§ **Problem requirements**
Reproduce each record exactly, leaving out no line.

§ **Saved data entries**
···

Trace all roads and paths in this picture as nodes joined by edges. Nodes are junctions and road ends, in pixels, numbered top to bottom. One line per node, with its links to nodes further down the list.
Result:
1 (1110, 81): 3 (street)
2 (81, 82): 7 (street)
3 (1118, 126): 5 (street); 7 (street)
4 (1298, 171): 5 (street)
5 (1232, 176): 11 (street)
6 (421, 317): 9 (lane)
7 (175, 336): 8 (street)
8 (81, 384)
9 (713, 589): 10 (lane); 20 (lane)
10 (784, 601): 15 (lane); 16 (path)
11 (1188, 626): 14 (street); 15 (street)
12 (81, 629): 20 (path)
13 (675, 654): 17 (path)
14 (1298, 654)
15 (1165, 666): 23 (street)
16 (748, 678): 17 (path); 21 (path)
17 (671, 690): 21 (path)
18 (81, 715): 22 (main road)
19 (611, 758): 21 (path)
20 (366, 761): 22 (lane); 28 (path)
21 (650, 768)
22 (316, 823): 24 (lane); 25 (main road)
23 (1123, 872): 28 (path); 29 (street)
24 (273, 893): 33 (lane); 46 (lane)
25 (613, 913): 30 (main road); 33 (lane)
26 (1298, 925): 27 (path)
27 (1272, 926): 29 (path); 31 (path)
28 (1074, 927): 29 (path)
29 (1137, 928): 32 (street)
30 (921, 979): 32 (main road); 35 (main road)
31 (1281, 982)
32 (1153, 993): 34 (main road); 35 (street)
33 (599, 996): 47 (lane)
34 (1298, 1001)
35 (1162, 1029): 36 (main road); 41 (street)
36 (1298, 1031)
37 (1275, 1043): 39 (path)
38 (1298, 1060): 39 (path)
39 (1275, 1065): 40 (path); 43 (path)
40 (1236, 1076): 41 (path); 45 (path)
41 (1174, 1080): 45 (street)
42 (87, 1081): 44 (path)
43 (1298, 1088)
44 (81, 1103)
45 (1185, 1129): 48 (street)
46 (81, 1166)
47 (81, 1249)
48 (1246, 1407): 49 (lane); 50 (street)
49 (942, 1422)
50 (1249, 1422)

···

§ **Solution**
Trace all roads and paths in this picture as nodes joined by edges. Nodes are junctions and road ends, in pixels, numbered top to bottom. One line per node, with its links to nodes further down the list.
Result:
1 (1110, 81): 3 (street)
2 (81, 82): 7 (street)
3 (1118, 126): 5 (street); 7 (street)
4 (1298, 171): 5 (street)
5 (1232, 176): 11 (street)
6 (421, 317): 9 (lane)
7 (175, 336): 8 (street)
8 (81, 384)
9 (713, 589): 10 (lane); 20 (lane)
10 (784, 601): 15 (lane); 16 (path)
11 (1188, 626): 14 (street); 15 (street)
12 (81, 629): 20 (path)
13 (675, 654): 17 (path)
14 (1298, 654)
15 (1165, 666): 23 (street)
16 (748, 678): 17 (path); 21 (path)
17 (671, 690): 21 (path)
18 (81, 715): 22 (main road)
19 (611, 758): 21 (path)
20 (366, 761): 22 (lane); 28 (path)
21 (650, 768)
22 (316, 823): 24 (lane); 25 (main road)
23 (1123, 872): 28 (path); 29 (street)
24 (273, 893): 33 (lane); 46 (lane)
25 (613, 913): 30 (main road); 33 (lane)
26 (1298, 925): 27 (path)
27 (1272, 926): 29 (path); 31 (path)
28 (1074, 927): 29 (path)
29 (1137, 928): 32 (street)
30 (921, 979): 32 (main road); 35 (main road)
31 (1281, 982)
32 (1153, 993): 34 (main road); 35 (street)
33 (599, 996): 47 (lane)
34 (1298, 1001)
35 (1162, 1029): 36 (main road); 41 (street)
36 (1298, 1031)
37 (1275, 1043): 39 (path)
38 (1298, 1060): 39 (path)
39 (1275, 1065): 40 (path); 43 (path)
40 (1236, 1076): 41 (path); 45 (path)
41 (1174, 1080): 45 (street)
42 (87, 1081): 44 (path)
43 (1298, 1088)
44 (81, 1103)
45 (1185, 1129): 48 (street)
46 (81, 1166)
47 (81, 1249)
48 (1246, 1407): 49 (lane); 50 (street)
49 (942, 1422)
50 (1249, 1422)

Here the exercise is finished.